What to work on: A faithful copy of all the data is the goal; omit the pictures.

Records for the task:
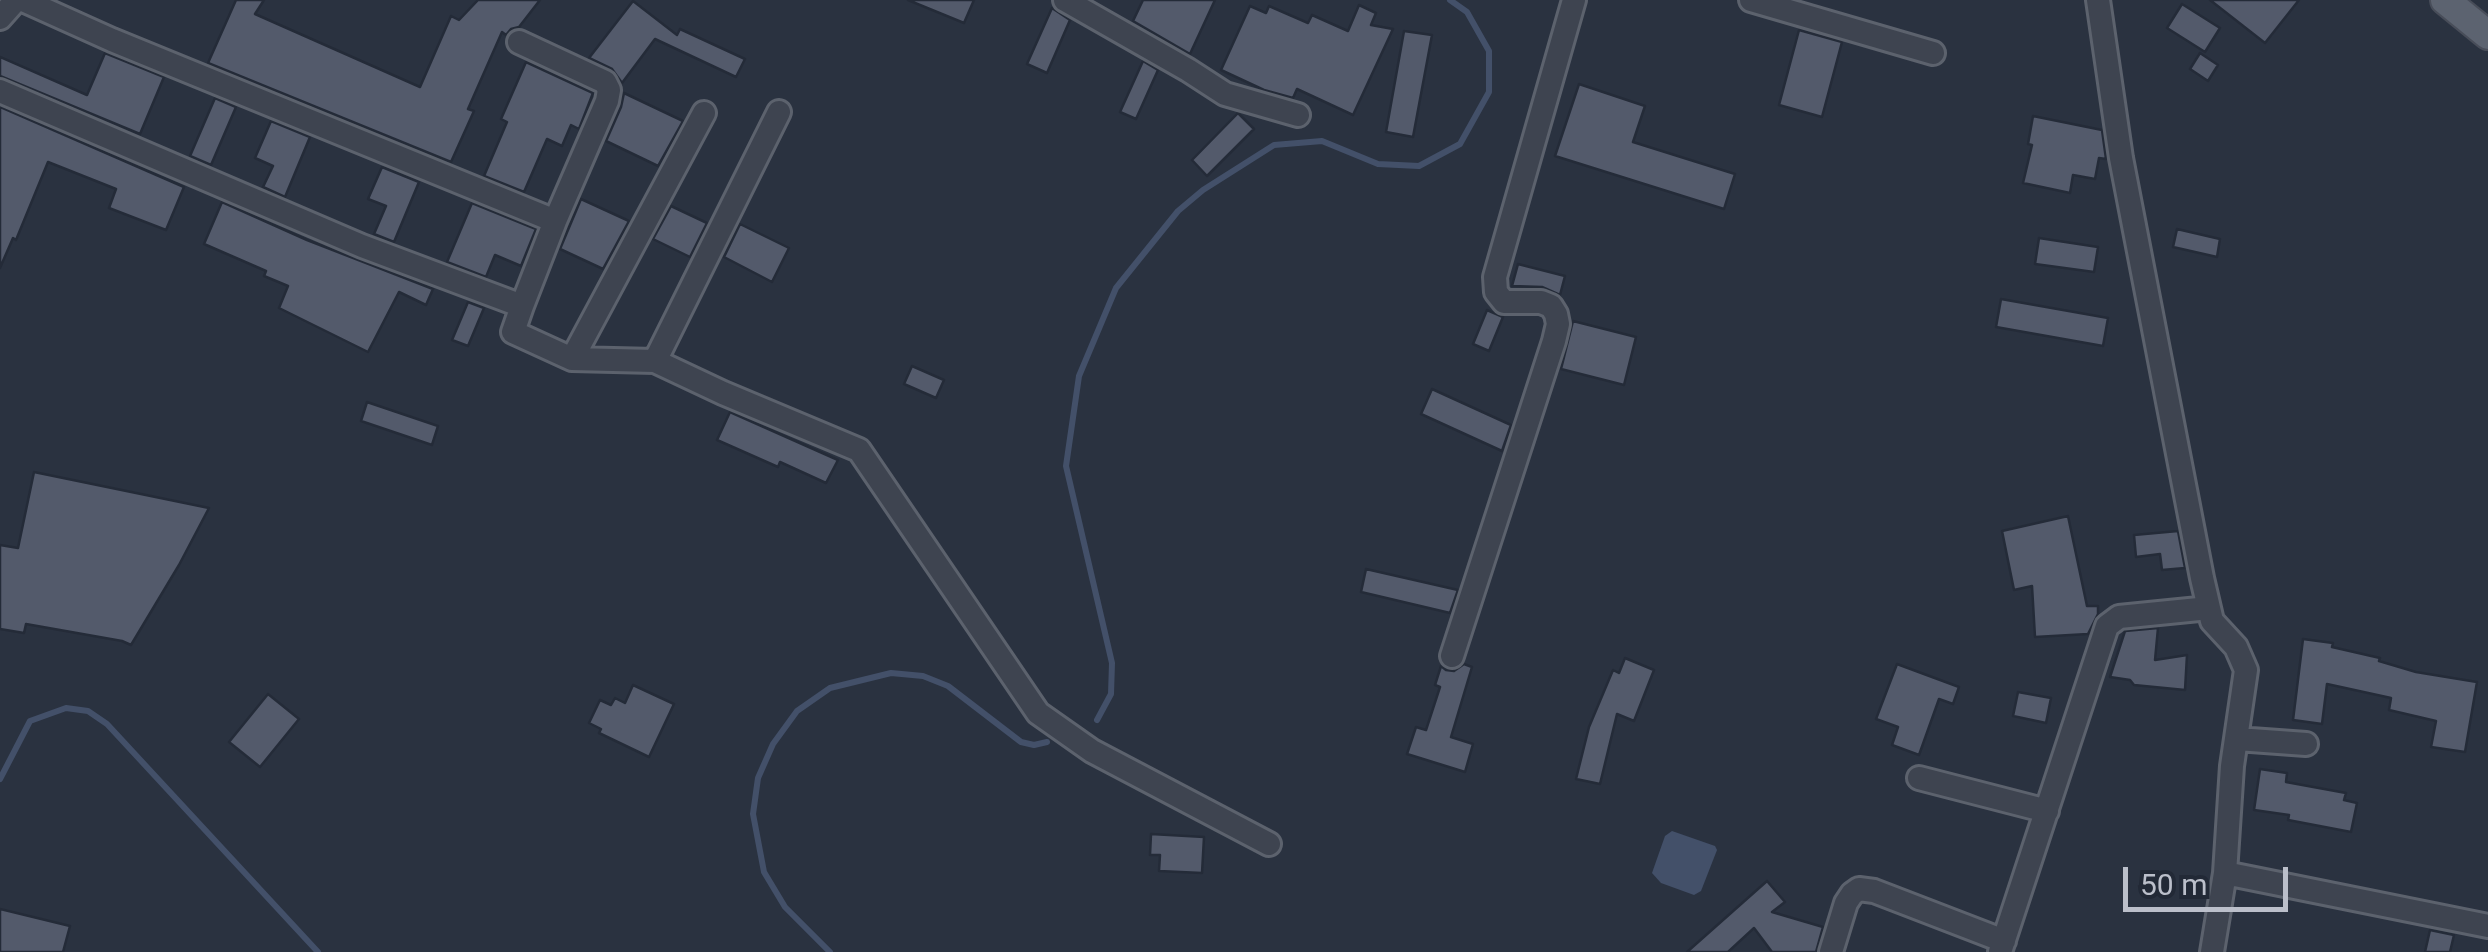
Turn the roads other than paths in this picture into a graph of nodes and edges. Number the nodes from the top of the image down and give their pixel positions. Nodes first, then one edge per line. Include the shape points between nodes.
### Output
1 (19, 0) edge
2 (1066, 0) edge
3 (1574, 0) edge
4 (1751, 0) edge
5 (2098, 0) edge
6 (2445, 0) edge
7 (1102, 10) edge
8 (0, 18) edge
9 (2488, 34) edge
10 (519, 42) dead end
11 (1933, 53) dead end
12 (0, 91) edge
13 (780, 112) dead end
14 (704, 113) dead end
15 (1298, 115) dead end
16 (555, 221) junction
17 (522, 306) junction
18 (572, 359) junction
19 (656, 361) junction
20 (2209, 608) junction
21 (1452, 656) dead end
22 (2237, 739) junction
23 (2306, 744) dead end
24 (1919, 778) dead end
25 (2047, 811) junction
26 (1269, 844) dead end
27 (2225, 873) junction
28 (2488, 926) edge
29 (2002, 946) edge
30 (1831, 952) edge
31 (2212, 952) edge

1 - 8 street
1 - 16 street
2 - 7 street
3 - 21 street via 1496,277 1504,302 1550,306 1558,324
4 - 11 street
5 - 20 street via 2121,158
6 - 9 main road
7 - 15 street via 1225,94
10 - 16 street via 605,82 609,90
12 - 17 street via 362,246
13 - 19 street
14 - 18 street
16 - 17 street
17 - 18 street via 513,332
18 - 19 street
19 - 26 street via 858,450 1038,714 1092,752
20 - 22 street via 2246,670
20 - 25 street via 2118,616 2107,626
22 - 23 street
22 - 27 street
24 - 25 street
25 - 29 street
27 - 28 street
27 - 31 street
29 - 30 street via 1860,889 1846,903

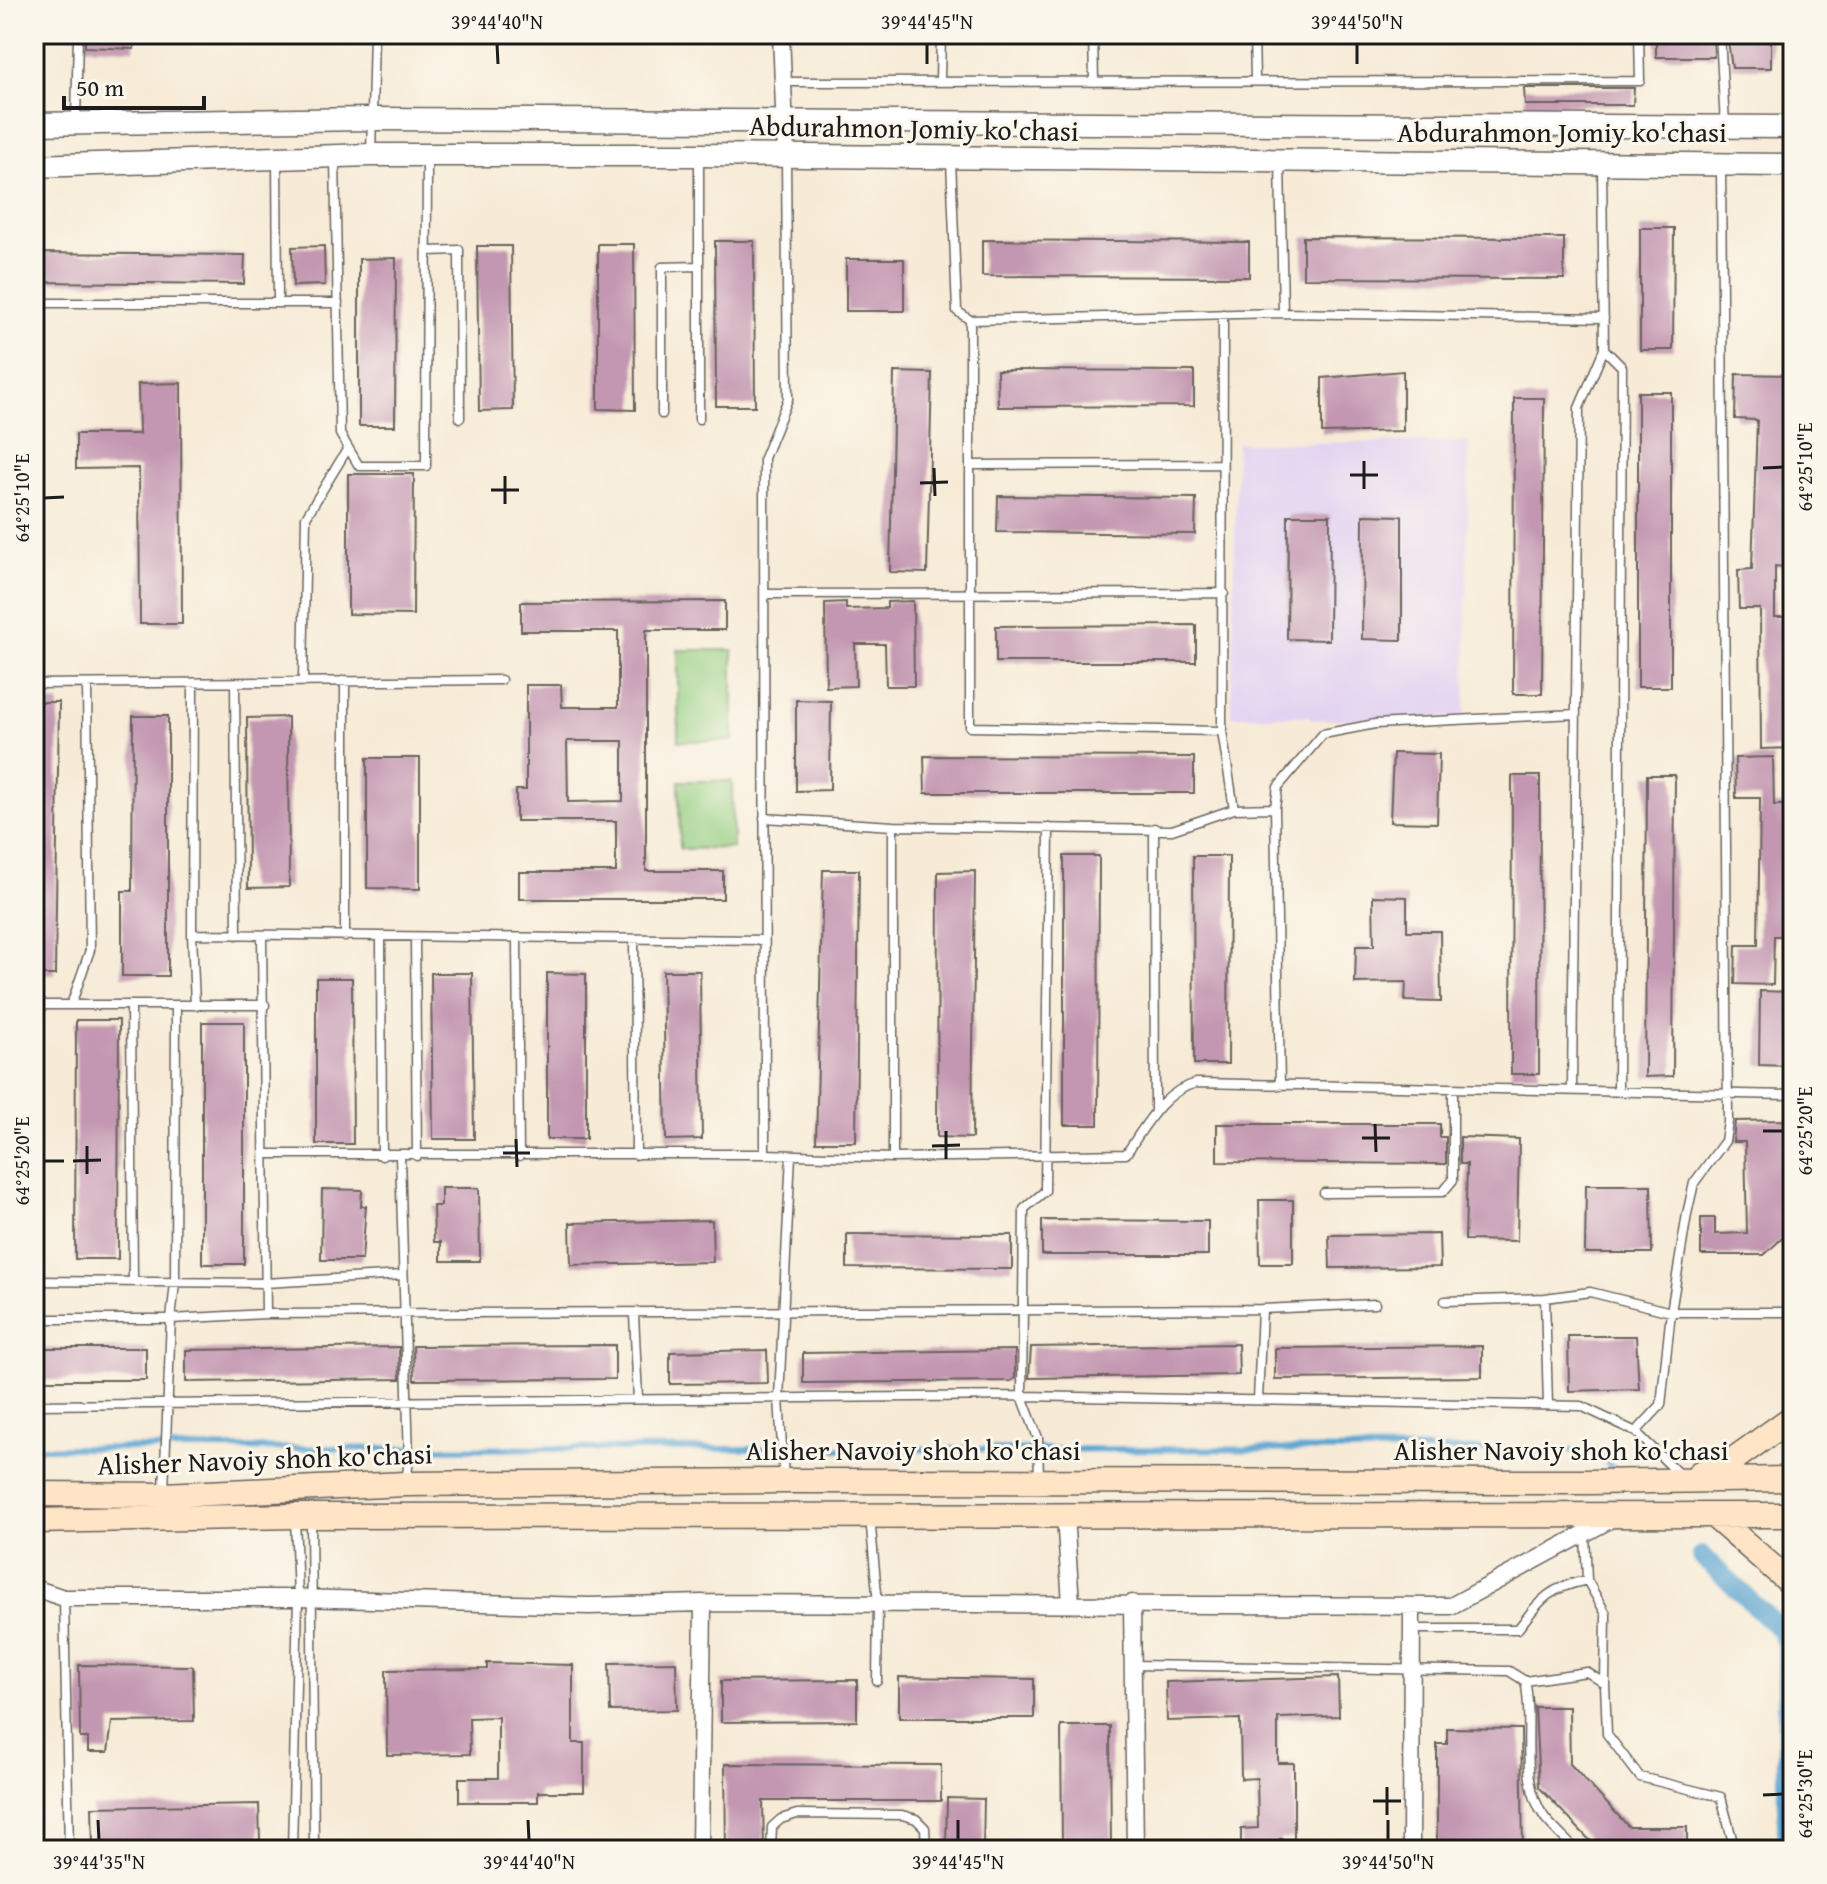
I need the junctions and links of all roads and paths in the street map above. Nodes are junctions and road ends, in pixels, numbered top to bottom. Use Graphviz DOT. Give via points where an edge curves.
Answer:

Expected output:
Turn the roads other than paths in this picture into a graph of nodes and edges. Number the nodes from the top of the image down and give their pixel positions. Nodes first, then one edge per line. Include the shape points between nodes.
### Output
1 (19, 0) edge
2 (1066, 0) edge
3 (1574, 0) edge
4 (1751, 0) edge
5 (2098, 0) edge
6 (2445, 0) edge
7 (1102, 10) edge
8 (0, 18) edge
9 (2488, 34) edge
10 (519, 42) dead end
11 (1933, 53) dead end
12 (0, 91) edge
13 (780, 112) dead end
14 (704, 113) dead end
15 (1298, 115) dead end
16 (555, 221) junction
17 (522, 306) junction
18 (572, 359) junction
19 (656, 361) junction
20 (2209, 608) junction
21 (1452, 656) dead end
22 (2237, 739) junction
23 (2306, 744) dead end
24 (1919, 778) dead end
25 (2047, 811) junction
26 (1269, 844) dead end
27 (2225, 873) junction
28 (2488, 926) edge
29 (2002, 946) edge
30 (1831, 952) edge
31 (2212, 952) edge

1 - 8 street
1 - 16 street
2 - 7 street
3 - 21 street via 1496,277 1504,302 1550,306 1558,324
4 - 11 street
5 - 20 street via 2121,158
6 - 9 main road
7 - 15 street via 1225,94
10 - 16 street via 605,82 609,90
12 - 17 street via 362,246
13 - 19 street
14 - 18 street
16 - 17 street
17 - 18 street via 513,332
18 - 19 street
19 - 26 street via 858,450 1038,714 1092,752
20 - 22 street via 2246,670
20 - 25 street via 2118,616 2107,626
22 - 23 street
22 - 27 street
24 - 25 street
25 - 29 street
27 - 28 street
27 - 31 street
29 - 30 street via 1860,889 1846,903

I need the junctions and links of all roads and paths in the street map above. Nodes are junctions and road ends, in pixels, numbered top to bottom. Use Graphviz DOT. Give via points where an edge curves.
Answer:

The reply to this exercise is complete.